Activity: If the records include pictures, omit them and set down everything else verbatim.

Data shown:
*** Begin section ***
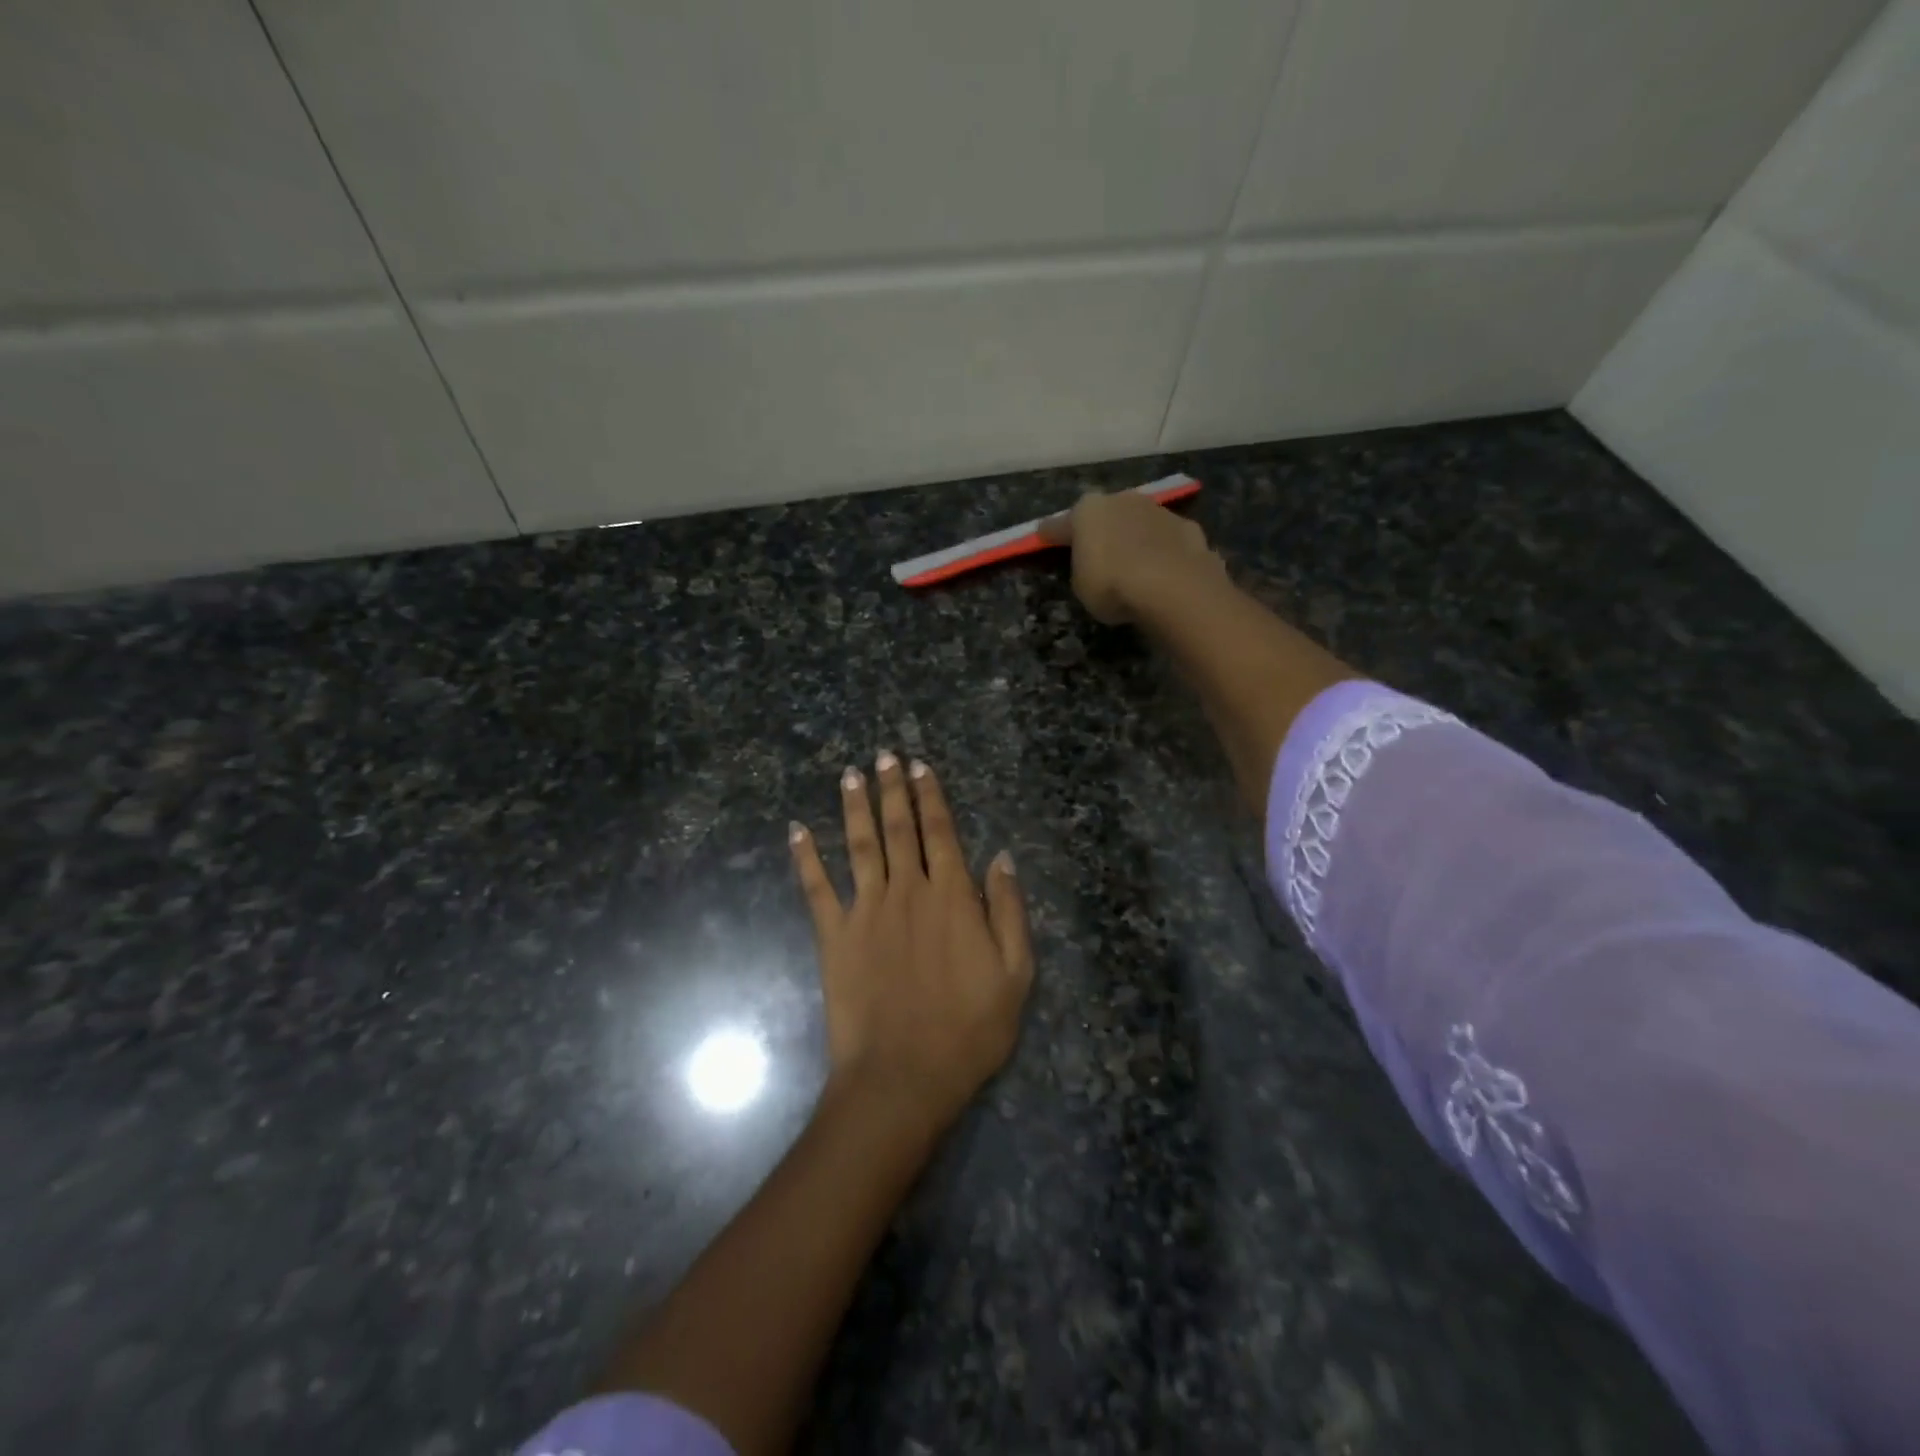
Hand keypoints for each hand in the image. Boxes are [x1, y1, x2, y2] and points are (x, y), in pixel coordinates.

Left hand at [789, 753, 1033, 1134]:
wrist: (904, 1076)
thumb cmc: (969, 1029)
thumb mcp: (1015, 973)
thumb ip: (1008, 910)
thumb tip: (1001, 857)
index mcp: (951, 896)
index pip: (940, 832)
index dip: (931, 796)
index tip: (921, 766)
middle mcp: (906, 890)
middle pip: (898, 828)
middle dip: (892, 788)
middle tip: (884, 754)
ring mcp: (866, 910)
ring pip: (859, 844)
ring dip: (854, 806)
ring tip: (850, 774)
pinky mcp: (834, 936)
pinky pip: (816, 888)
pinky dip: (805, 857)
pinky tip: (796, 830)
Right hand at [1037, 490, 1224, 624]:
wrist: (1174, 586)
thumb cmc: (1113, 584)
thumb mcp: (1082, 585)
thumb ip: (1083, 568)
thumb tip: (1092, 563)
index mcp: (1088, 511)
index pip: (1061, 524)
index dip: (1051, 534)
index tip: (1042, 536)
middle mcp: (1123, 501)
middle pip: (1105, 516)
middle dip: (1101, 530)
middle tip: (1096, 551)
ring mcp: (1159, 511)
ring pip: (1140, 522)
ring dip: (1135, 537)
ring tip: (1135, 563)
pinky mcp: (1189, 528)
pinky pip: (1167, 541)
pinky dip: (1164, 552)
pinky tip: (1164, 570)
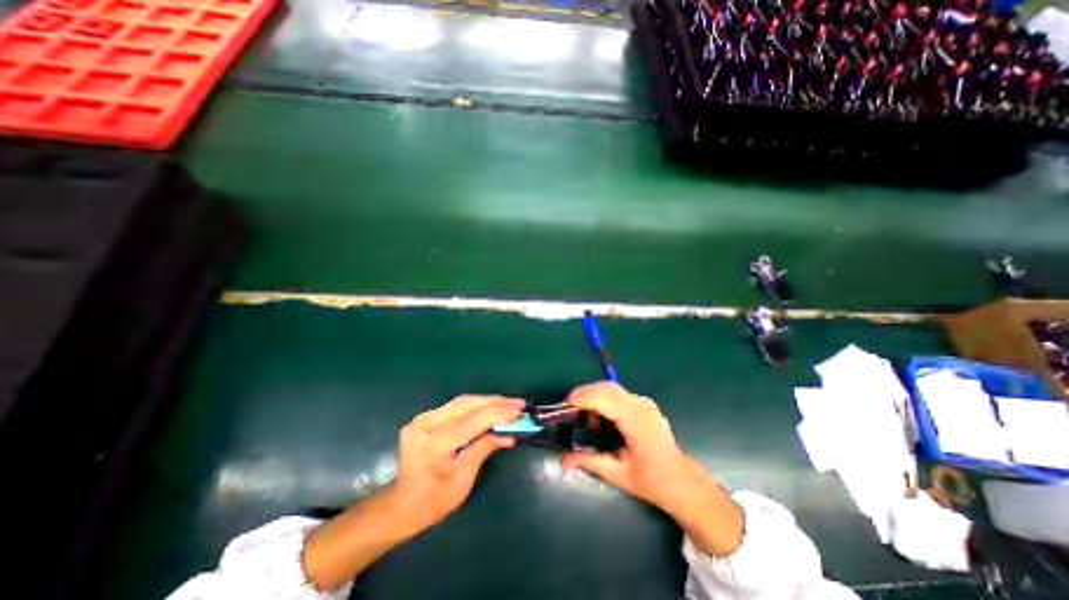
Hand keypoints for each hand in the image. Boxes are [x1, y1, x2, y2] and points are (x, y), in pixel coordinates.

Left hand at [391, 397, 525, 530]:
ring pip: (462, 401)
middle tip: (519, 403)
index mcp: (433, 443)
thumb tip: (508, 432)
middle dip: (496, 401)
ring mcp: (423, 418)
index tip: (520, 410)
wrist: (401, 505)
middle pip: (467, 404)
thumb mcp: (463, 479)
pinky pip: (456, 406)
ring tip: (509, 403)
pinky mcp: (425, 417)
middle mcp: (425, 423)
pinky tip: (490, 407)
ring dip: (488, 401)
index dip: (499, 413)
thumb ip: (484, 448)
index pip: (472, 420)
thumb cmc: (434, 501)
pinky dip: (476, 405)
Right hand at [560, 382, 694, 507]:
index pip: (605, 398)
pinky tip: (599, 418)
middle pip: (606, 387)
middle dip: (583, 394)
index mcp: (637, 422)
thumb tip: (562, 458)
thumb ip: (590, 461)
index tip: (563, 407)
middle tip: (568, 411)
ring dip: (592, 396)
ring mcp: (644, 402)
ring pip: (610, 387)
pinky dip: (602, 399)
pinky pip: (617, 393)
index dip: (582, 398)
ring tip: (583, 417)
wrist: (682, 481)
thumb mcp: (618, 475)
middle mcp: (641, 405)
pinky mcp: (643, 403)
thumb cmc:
*** End section ***
Result of the exercise:
Hand keypoints for each hand in the image. Boxes are [x1, y1, x2, y2] and points are (x, y), in pixel coordinates.

Left hand at [789, 753, 1033, 1134]:
wrist: (904, 1076)
thumb cmc: (969, 1029)
thumb mcp: (1015, 973)
thumb ip: (1008, 910)
thumb tip: (1001, 857)
index mcp: (951, 896)
index pip: (940, 832)
index dip: (931, 796)
index tip: (921, 766)
middle mcp: (906, 890)
middle pip: (898, 828)
middle dip: (892, 788)
middle tip: (884, 754)
ring mcp: (866, 910)
ring pip: (859, 844)
ring dip: (854, 806)
ring tip: (850, 774)
pinky mcp: (834, 936)
pinky pip: (816, 888)
pinky dip: (805, 857)
pinky tip: (796, 830)
Right hand at [1037, 490, 1224, 624]:
wrist: (1174, 586)
thumb cmc: (1113, 584)
thumb mcp: (1082, 585)
thumb ip: (1083, 568)
thumb tip: (1092, 563)
index mcp: (1088, 511)
index pip: (1061, 524)
index dip: (1051, 534)
index tip: (1042, 536)
middle mcp: (1123, 501)
middle pip: (1105, 516)
middle dip: (1101, 530)
middle tip: (1096, 551)
ring mcp: (1159, 511)
ring pip: (1140, 522)
ring dip: (1135, 537)
ring tip: (1135, 563)
pinky mcp: (1189, 528)
pinky pip: (1167, 541)
pinky dip: (1164, 552)
pinky tip: (1164, 570)
Hand keypoints for each hand in the image. Boxes are [x1, y1, x2, y2] and points are (x, y), in pixel coordinates.

Left hand at [391, 397, 525, 530]:
ring pip: (462, 401)
middle tip: (519, 403)
index mcp: (433, 443)
thumb tip: (508, 432)
middle dip: (496, 401)
ring mcp: (423, 418)
index tip: (520, 410)
wrist: (401, 505)
middle pip: (467, 404)
thumb mcp: (463, 479)
pinky pip: (456, 406)
ring tip: (509, 403)
pinky mcp: (425, 417)
middle mcp: (425, 423)
pinky tip: (490, 407)
ring dip: (488, 401)
index dip: (499, 413)
thumb ip: (484, 448)
index pip: (472, 420)
thumb cmc: (434, 501)
pinky dip: (476, 405)
Right hand at [560, 382, 694, 507]:
index pip: (605, 398)
pinky tip: (599, 418)
middle pip: (606, 387)
middle dip: (583, 394)
index mcp: (637, 422)
thumb tip: (562, 458)
thumb ip: (590, 461)
index tip: (563, 407)
middle tip: (568, 411)
ring dip: (592, 396)
ring mcp: (644, 402)
ring pip: (610, 387)
pinky dip: (602, 399)
pinky pip: (617, 393)
index dip: (582, 398)
ring tip: (583, 417)
wrist: (682, 481)
thumb mcp: (618, 475)
middle mcp: (641, 405)
pinky mcp: (643, 403)
thumb cmc:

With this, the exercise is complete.